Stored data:
[Start of Attachment]
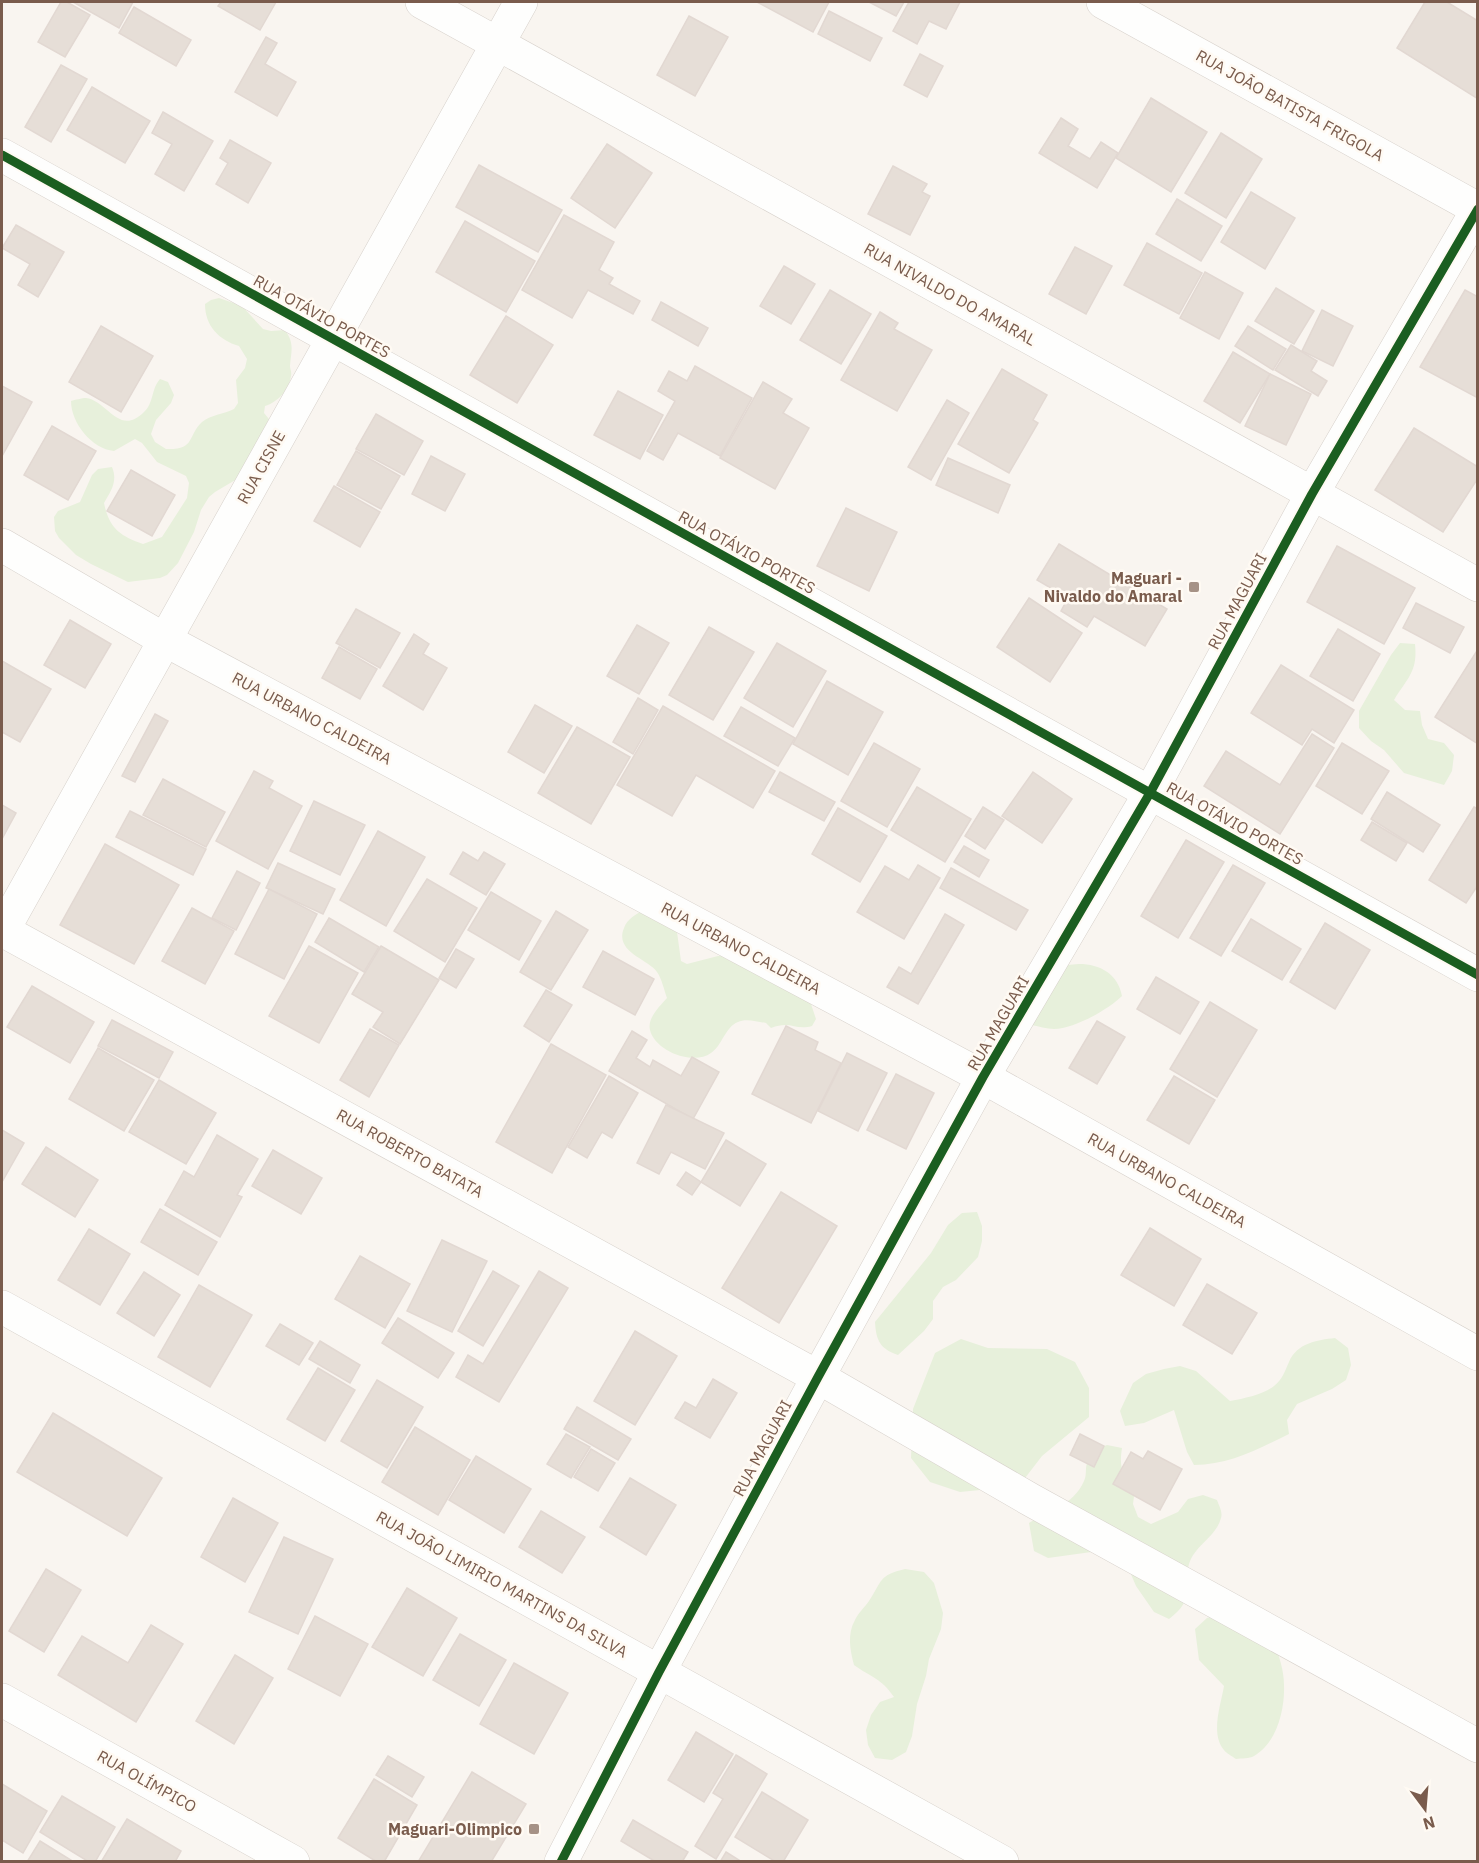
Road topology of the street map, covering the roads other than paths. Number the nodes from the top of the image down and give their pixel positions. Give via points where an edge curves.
1 (422, 2) edge
2 (521, 2) edge
3 (1103, 2) edge
4 (498, 43) junction
5 (2, 155) edge
6 (1478, 209) edge
7 (333, 340) junction
8 (1312, 494) junction
9 (2, 546) edge
10 (1478, 585) edge
11 (165, 639) junction
12 (1150, 793) junction
13 (2, 931) edge
14 (1478, 975) edge
15 (983, 1077) junction
16 (2, 1307) edge
17 (1478, 1354) edge
18 (818, 1377) junction
19 (659, 1672) junction
20 (2, 1700) edge
21 (1478, 1746) edge
22 (293, 1862) edge
23 (561, 1862) edge
24 (1002, 1862) edge

1 - 4 street, RUA NIVALDO DO AMARAL
2 - 4 street, RUA CISNE
3 - 6 street, RUA JOÃO BATISTA FRIGOLA
4 - 7 street, RUA CISNE
4 - 8 street, RUA NIVALDO DO AMARAL
5 - 7 street, RUA OTÁVIO PORTES
6 - 8 street, RUA MAGUARI
7 - 11 street, RUA CISNE
7 - 12 street, RUA OTÁVIO PORTES
8 - 10 street, RUA NIVALDO DO AMARAL
8 - 12 street, RUA MAGUARI
9 - 11 street, RUA URBANO CALDEIRA
11 - 13 street, RUA CISNE
11 - 15 street, RUA URBANO CALDEIRA
12 - 14 street, RUA OTÁVIO PORTES
12 - 15 street, RUA MAGUARI
13 - 18 street, RUA ROBERTO BATATA
15 - 17 street, RUA URBANO CALDEIRA
15 - 18 street, RUA MAGUARI
16 - 19 street, RUA JOÃO LIMIRIO MARTINS DA SILVA
18 - 19 street, RUA MAGUARI
18 - 21 street, RUA ROBERTO BATATA via 1041,1506
19 - 23 street, RUA MAGUARI
19 - 24 street, RUA JOÃO LIMIRIO MARTINS DA SILVA
20 - 22 street, RUA OLÍMPICO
[End of Attachment]
# THE PROBLEM
Your reply should hold only the records, duplicated exactly, without any image.

# ANSWER TO THE PROBLEM
Road topology of the street map, covering the roads other than paths. Number the nodes from the top of the image down and give their pixel positions. Give via points where an edge curves.
1 (422, 2) edge
2 (521, 2) edge
3 (1103, 2) edge
4 (498, 43) junction
5 (2, 155) edge
6 (1478, 209) edge
7 (333, 340) junction
8 (1312, 494) junction
9 (2, 546) edge
10 (1478, 585) edge
11 (165, 639) junction
12 (1150, 793) junction
13 (2, 931) edge
14 (1478, 975) edge
15 (983, 1077) junction
16 (2, 1307) edge
17 (1478, 1354) edge
18 (818, 1377) junction
19 (659, 1672) junction
20 (2, 1700) edge
21 (1478, 1746) edge
22 (293, 1862) edge
23 (561, 1862) edge
24 (1002, 1862) edge

1 - 4 street, RUA NIVALDO DO AMARAL
2 - 4 street, RUA CISNE
3 - 6 street, RUA JOÃO BATISTA FRIGOLA
4 - 7 street, RUA CISNE
4 - 8 street, RUA NIVALDO DO AMARAL
5 - 7 street, RUA OTÁVIO PORTES
6 - 8 street, RUA MAGUARI
7 - 11 street, RUA CISNE
7 - 12 street, RUA OTÁVIO PORTES
8 - 10 street, RUA NIVALDO DO AMARAL
8 - 12 street, RUA MAGUARI
9 - 11 street, RUA URBANO CALDEIRA
11 - 13 street, RUA CISNE
11 - 15 street, RUA URBANO CALDEIRA
12 - 14 street, RUA OTÁVIO PORTES
12 - 15 street, RUA MAGUARI
13 - 18 street, RUA ROBERTO BATATA
15 - 17 street, RUA URBANO CALDEIRA
15 - 18 street, RUA MAGUARI
16 - 19 street, RUA JOÃO LIMIRIO MARTINS DA SILVA
18 - 19 street, RUA MAGUARI
18 - 21 street, RUA ROBERTO BATATA via 1041,1506
19 - 23 street, RUA MAGUARI
19 - 24 street, RUA JOÃO LIMIRIO MARTINS DA SILVA
20 - 22 street, RUA OLÍMPICO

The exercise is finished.